Channel Strategy Case Study for AAA Brand: Competing in Multiple Product Categories
The AAA brand competes in a number of product categories. The first category is membership, and this is foundational to the business. AAA shares the competitive membership space with a wide range of other organizations like Costco, Sam’s Club, Amazon Prime, and USAA.
Another important category is Emergency Roadside Assistance, which is the reason I personally am a AAA member. Competitors in this space include Agero, Allstate, GEICO and others. Other categories include: auto and home insurance (P&C), life insurance, travel, banking products like auto loans and credit cards, and more.
AAA has several distribution channel options for the customer to learn about, evaluate, purchase and secure. These include:
- Call centers
- Branch offices
- Independent insurance agents
- Exclusive insurance agents
One example is the call center, staffed by differently-licensed, qualified and trained agents. Providing call center service is more complicated than it might seem given the breadth of product categories. For instance, selling insurance requires the representative to be licensed, while there can be state-specific requirements for travel.
Channel Preference Differ by Product Category: Credit Cards vs. DMV Services
The same consumer who prefers working with their credit card company over the phone and through its website might also prefer visiting an office to complete DMV services. In California, Texas, New Mexico and Maine, some AAA branches offer DMV registration services, such as replacement license plates. For a AAA credit card holder, they may value the convenience of these DMV services, even if they never visit the branch for credit card services. This example starkly shows how channel preferences can differ wildly by product category.
Balanced Approach Used to Develop Channel Strategy
The consulting team worked for twelve weeks, leveraging multiple inputs to develop a recommended channel distribution strategy for AAA that considered the balance of considerations, rather than attempting to deliver everything to everyone in all ways. A balanced set of three major considerations was used to develop the recommendations.
As the first major input, member preferences of the target segments were understood, along with the mapping of these members to the market geography. An important step was understanding the customer journey maps or flows for each product offered.
The second critical input was channel financials. Industry benchmarking along with competitive analytics were used to look at return on investment and other measures.
The third major input was a trade area analysis model that included market opportunity assessment (e.g., in terms of automobiles, premiums, and other criteria), risk and regulatory industry environment, and demographics. The model was adjusted several times and tested with different criteria weights and future assumptions.

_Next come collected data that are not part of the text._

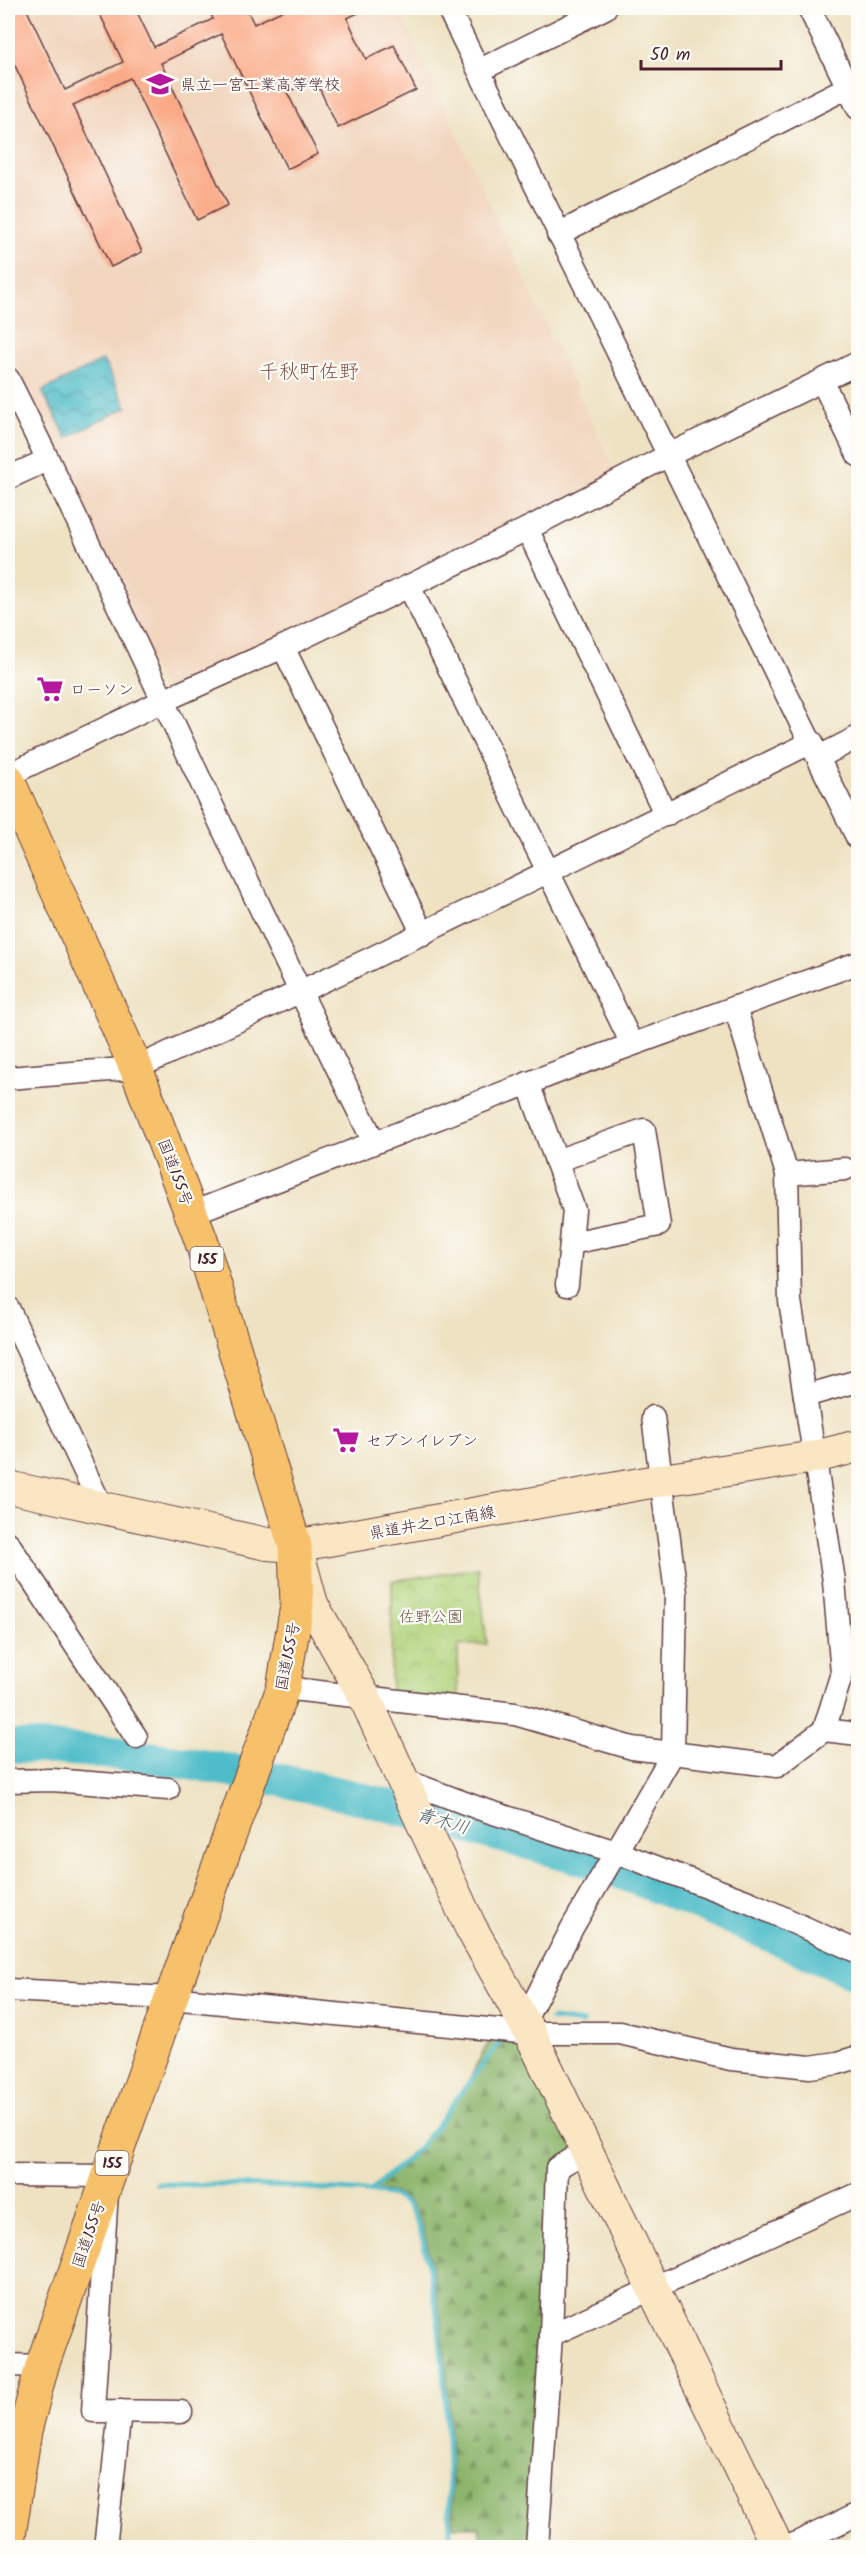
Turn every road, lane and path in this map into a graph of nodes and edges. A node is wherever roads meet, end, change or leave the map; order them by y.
1 (448, 8) edge
2 (605, 8) edge
3 (809, 8) edge
4 (480, 70) junction
5 (853, 85) edge
6 (858, 108) edge
7 (558, 234) junction
8 (858, 363) edge
9 (8, 380) edge
10 (822, 381) junction
11 (669, 455) junction
12 (858, 455) edge
13 (47, 460) junction
14 (8, 478) edge
15 (527, 529) junction
16 (409, 586) junction
17 (283, 647) junction
18 (165, 700) junction
19 (858, 737) edge
20 (816, 749) junction
21 (8, 777) edge
22 (666, 815) junction
23 (858, 839) edge
24 (549, 872) junction
25 (423, 934) junction
26 (858, 963) edge
27 (299, 993) junction
28 (735, 1007) junction
29 (632, 1044) junction
30 (136, 1068) junction
31 (8, 1078) edge
32 (528, 1083) junction
33 (375, 1142) junction
34 (556, 1161) junction
35 (845, 1169) dead end
36 (787, 1174) junction
37 (192, 1213) junction
38 (571, 1243) junction
39 (567, 1285) dead end
40 (8, 1308) edge
41 (858, 1381) edge
42 (805, 1396) junction
43 (653, 1417) dead end
44 (858, 1446) edge
45 (815, 1457) junction
46 (662, 1480) junction
47 (8, 1487) edge
48 (102, 1508) junction
49 (8, 1543) edge
50 (295, 1546) junction
51 (850, 1671) edge
52 (283, 1688) junction
53 (364, 1696) junction
54 (824, 1730) junction
55 (858, 1734) edge
56 (136, 1737) dead end
57 (673, 1753) junction
58 (8, 1781) edge
59 (405, 1785) junction
60 (168, 1789) dead end
61 (616, 1852) junction
62 (858, 1952) edge
63 (8, 1990) edge
64 (171, 1998) junction
65 (527, 2027) junction
66 (858, 2057) edge
67 (587, 2150) junction
68 (8, 2175) edge
69 (108, 2176) junction
70 (858, 2194) edge
71 (654, 2289) junction
72 (551, 2335) junction
73 (8, 2366) edge
74 (42, 2367) junction
75 (120, 2412) junction
76 (181, 2412) dead end
77 (858, 2514) edge
78 (8, 2542) edge
79 (105, 2547) edge
80 (537, 2547) edge
81 (778, 2547) edge
82 (786, 2547) edge

1 - 4 street
2 - 4 street
3 - 5 street
4 - 7 street
5 - 6 street
5 - 7 street
7 - 11 street
8 - 10 street
9 - 13 street
10 - 11 street
10 - 12 street
11 - 15 street
11 - 20 street
13 - 14 street
13 - 18 street
15 - 16 street
15 - 22 street
16 - 17 street
16 - 24 street
17 - 18 street
17 - 25 street
18 - 21 street
18 - 27 street
19 - 20 street
20 - 22 street
20 - 23 street
21 - 30 highway, 国道155号 / 155
22 - 24 street
24 - 25 street
24 - 29 street
25 - 27 street
26 - 28 street
27 - 30 street
27 - 33 street
28 - 29 street
28 - 36 street
29 - 32 street
30 - 31 street
30 - 37 highway, 国道155号 / 155
32 - 33 street
32 - 34 street
33 - 37 street
34 - 38 street
34 - 38 street
35 - 36 street
36 - 42 street
37 - 50 highway, 国道155号 / 155
38 - 39 street
40 - 48 street
41 - 42 street
42 - 45 street
43 - 46 street
44 - 45 street, 県道井之口江南線
45 - 46 street, 県道井之口江南線
45 - 51 street
46 - 50 street, 県道井之口江南線
46 - 57 street
47 - 48 street, 県道井之口江南線
48 - 50 street, 県道井之口江南線
49 - 56 street
50 - 52 highway, 国道155号 / 155
50 - 53 street
51 - 54 street
52 - 53 street
52 - 64 highway, 国道155号 / 155
53 - 57 street
53 - 59 street
54 - 55 street
54 - 57 street
57 - 61 street
58 - 60 street
59 - 61 street
59 - 65 street
61 - 62 street
61 - 65 street
63 - 64 street
64 - 65 street
64 - 69 highway, 国道155号 / 155
65 - 66 street
65 - 67 street
67 - 71 street
67 - 72 street
68 - 69 street
69 - 74 highway, 国道155号 / 155
69 - 75 street
70 - 71 street
71 - 72 street
71 - 81 street
72 - 80 street
73 - 74 street
74 - 78 highway, 国道155号 / 155
75 - 76 street
75 - 79 street
77 - 82 street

Six Factors for Channel Strategy
Based on our work with AAA, you can see there are six factors that determine an effective channel strategy.
- Who are the relevant customers? (Not 80-100%, please)
- What are the relevant product categories? Not all categories are created equal in financial contribution, equity impact, etc.
- What stage in the customer journey is relevant for these customers and for the relevant product categories?
- What is the existing footprint (if any) and how does it align and map (if relevant) to the customers and their journey in the categories?
- What are the channel financials?
- What is the relevant trade area for the store? (if there are stores)
The recommended distribution strategy was vetted, and the organization moved to align against it. Rebalancing was done as necessary to fit the organization and create a staged deployment plan.